Conclusions: UTE-MTR values were strongly correlated with histological grades of cartilage degeneration, and its diagnostic efficacy was better than both UTE T2* mapping and T2 mapping in detecting early cartilage degeneration. Once the clinical potential of the technique has been confirmed, UTE-MT may provide a promising imaging biomarker with potential application in a more comprehensive diagnosis and monitoring of cartilage degeneration.
Methods: Twenty human anterolateral condyle specimens with degeneration were obtained from volunteers undergoing total knee arthroplasty (TKA); they then underwent magnetic resonance (MR) scan on a clinical 3.0T scanner (GE, MR750). Seventy-two regions of interest (ROI) were manually drawn on specimens for UTE-MT, UTE-T2*, and T2 measurement, and the corresponding cartilage-bone regions were further divided into degeneration classifications of normal (n=11, Mankin scores 0–1), mild (n=28, Mankin scores 2–5), moderate (n=21, Mankin scores 6–9), and severe (n=12, Mankin scores 10–14) based on histological measures of degeneration (i.e., Mankin scores) as a reference standard.

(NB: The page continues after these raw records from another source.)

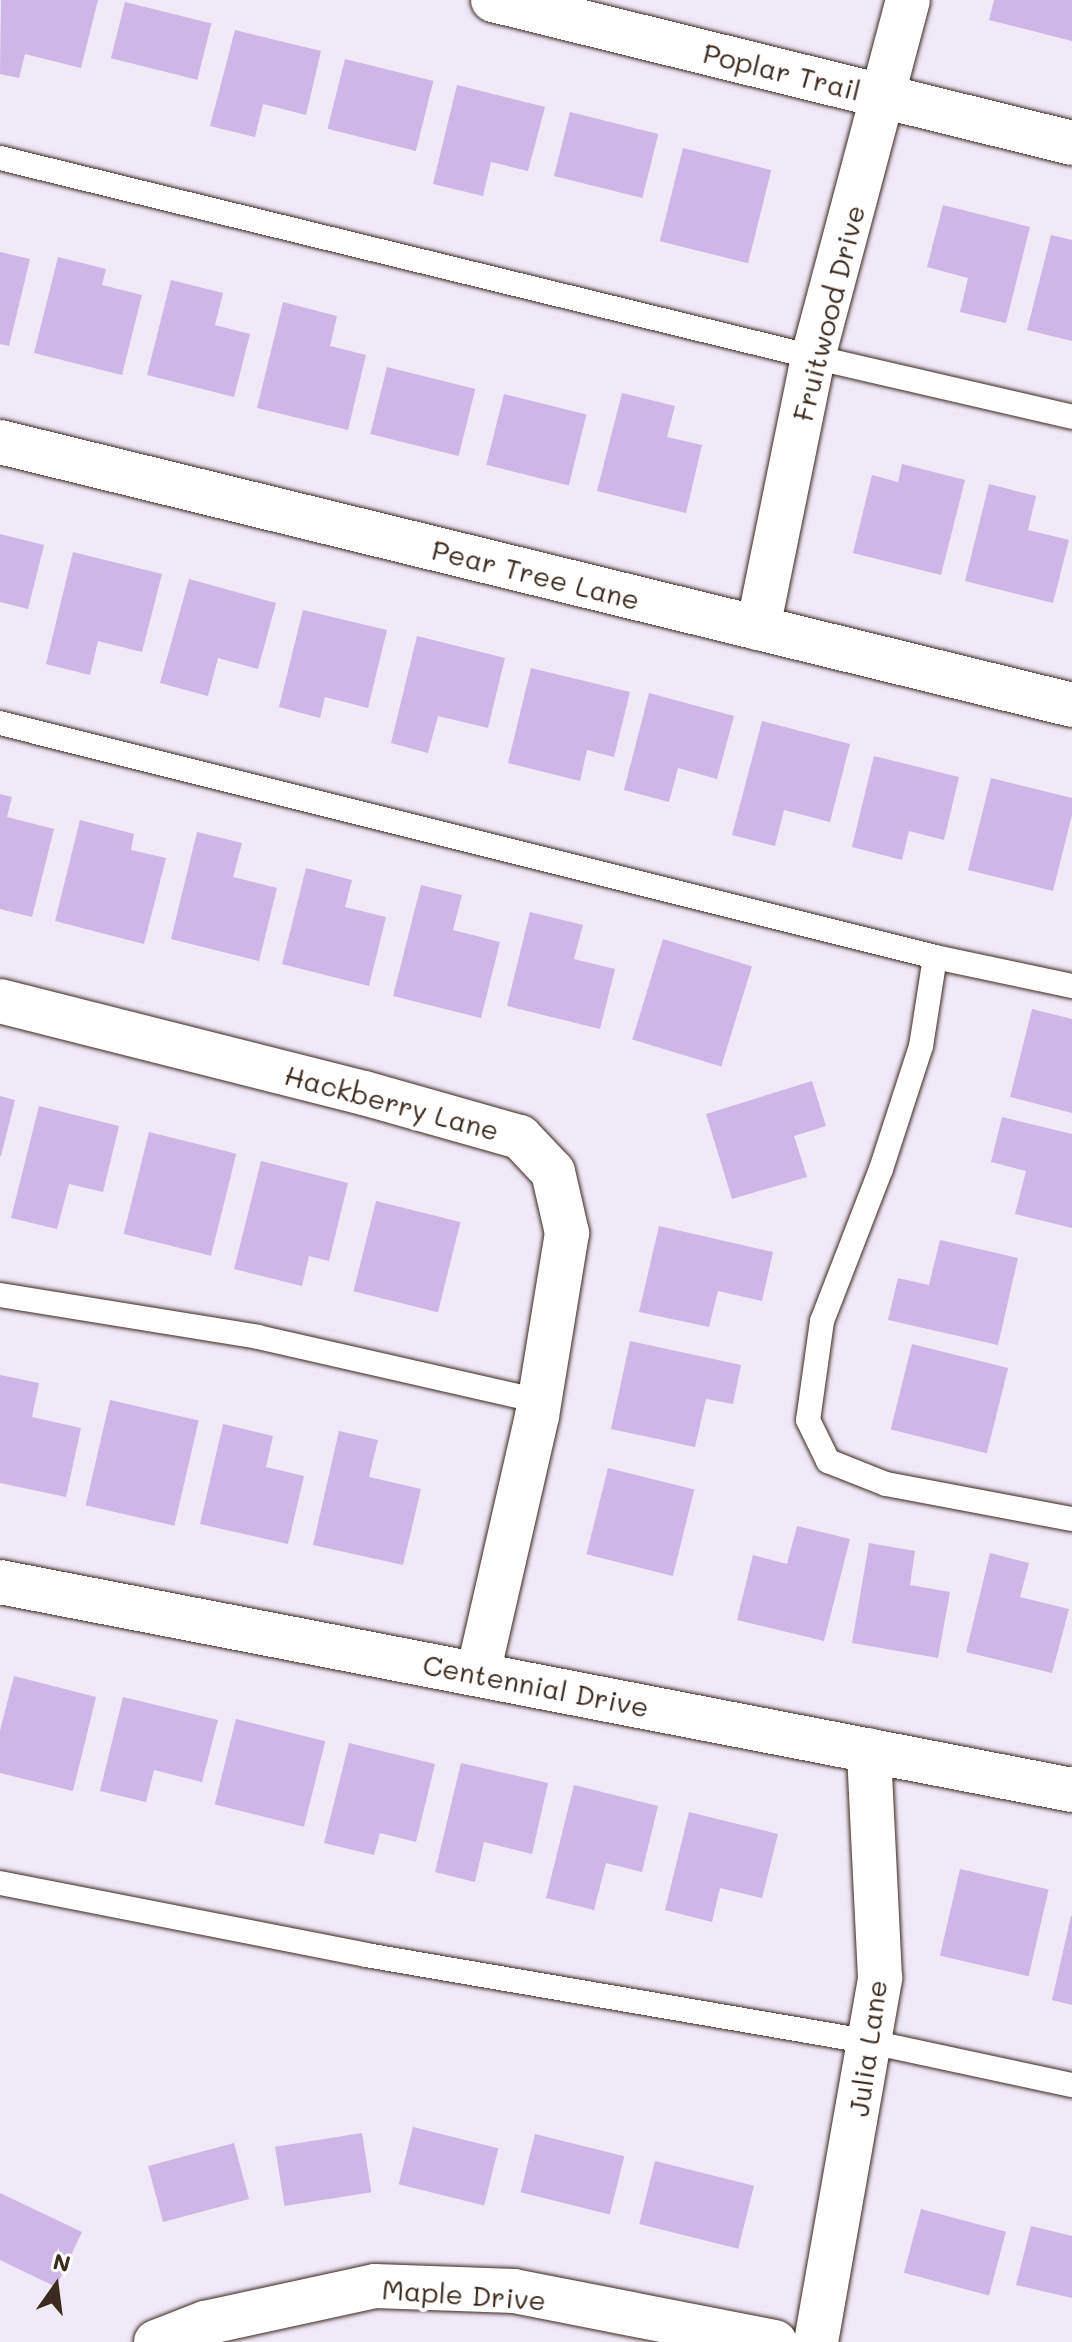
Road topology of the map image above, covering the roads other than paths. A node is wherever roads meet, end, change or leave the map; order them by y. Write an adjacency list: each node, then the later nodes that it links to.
1 (493, 0): 3 (street, Poplar Trail)
2 (908, 0): 3 (street, Fruitwood Drive)
3 (884, 96): 4 (street, Poplar Trail); 6 (street, Fruitwood Drive)
4 (1072, 143)
5 (0, 158): 6 (lane)
6 (813, 357): 7 (lane); 9 (street, Fruitwood Drive)
7 (1072, 417)
8 (0, 442): 9 (street, Pear Tree Lane)
9 (758, 628): 10 (street, Pear Tree Lane)
10 (1072, 705)
11 (0, 723): 12 (lane)
12 (935, 957): 13 (lane); 17 (lane)
13 (1072, 986)
14 (0, 1001): 16 (street, Hackberry Lane)
15 (0, 1295): 16 (lane)
16 (540, 1401): 19 (street, Hackberry Lane)
17 (1072, 1519)
18 (0, 1582): 19 (street, Centennial Drive)
19 (478, 1674): 20 (street, Centennial Drive)
20 (869, 1750): 21 (street, Centennial Drive); 23 (street, Julia Lane)
21 (1072, 1790)
22 (0, 1883): 23 (lane)
23 (871, 2042): 24 (lane); 27 (street, Julia Lane)
24 (1072, 2085)
25 (156, 2342): 26 (street, Maple Drive)
26 (775, 2342)
27 (816, 2342)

Differences among groups and correlations between quantitative MR parameters and Mankin scores were assessed using analysis of variance (ANOVA), Tamhane-T2, LSD, Kruskal-Wallis tests, and Spearman’s correlation coefficient. The receiver- operating characteristic (ROC) curve was used to compare the diagnostic efficacy of different quantitative MR parameters for the detection of mild cartilage degeneration.
Results: The UTE magnetization transfer ratio (UTE-MTR) in the normal group was significantly different from the mild group (P=0.021), moderate group (P<0.001), and severe group (P<0.001). Significant differences were observed in the T2* values between both the normal group and the moderate group (P<0.032), and between the normal group and the severe group (P<0.001). For T2 values, the only significant difference was observed between the severe group and the normal group (P=0.011). The UTE-MTR, UTE-T2*, and T2 values were all significantly correlated with Mankin scores: UTE-MTR values were strongly (r=−0.678, P<0.001) correlated, UTE-T2* values were markedly correlated (r=−0.501, P<0.001), and T2 values were weakly correlated (r=0.337, P=0.004) correlated with Mankin scores. The diagnostic efficacy of UTE-MTR (AUC =0.828, P=0.002) was better than UTE T2* mapping and T2 mapping (AUC =0.604, P=0.318; AUC =0.644, P=0.165, respectively) for the diagnosis of early cartilage degeneration.
Conclusions: UTE-MTR values were strongly correlated with histological grades of cartilage degeneration, and its diagnostic efficacy was better than both UTE T2* mapping and T2 mapping in detecting early cartilage degeneration. Once the clinical potential of the technique has been confirmed, UTE-MT may provide a promising imaging biomarker with potential application in a more comprehensive diagnosis and monitoring of cartilage degeneration.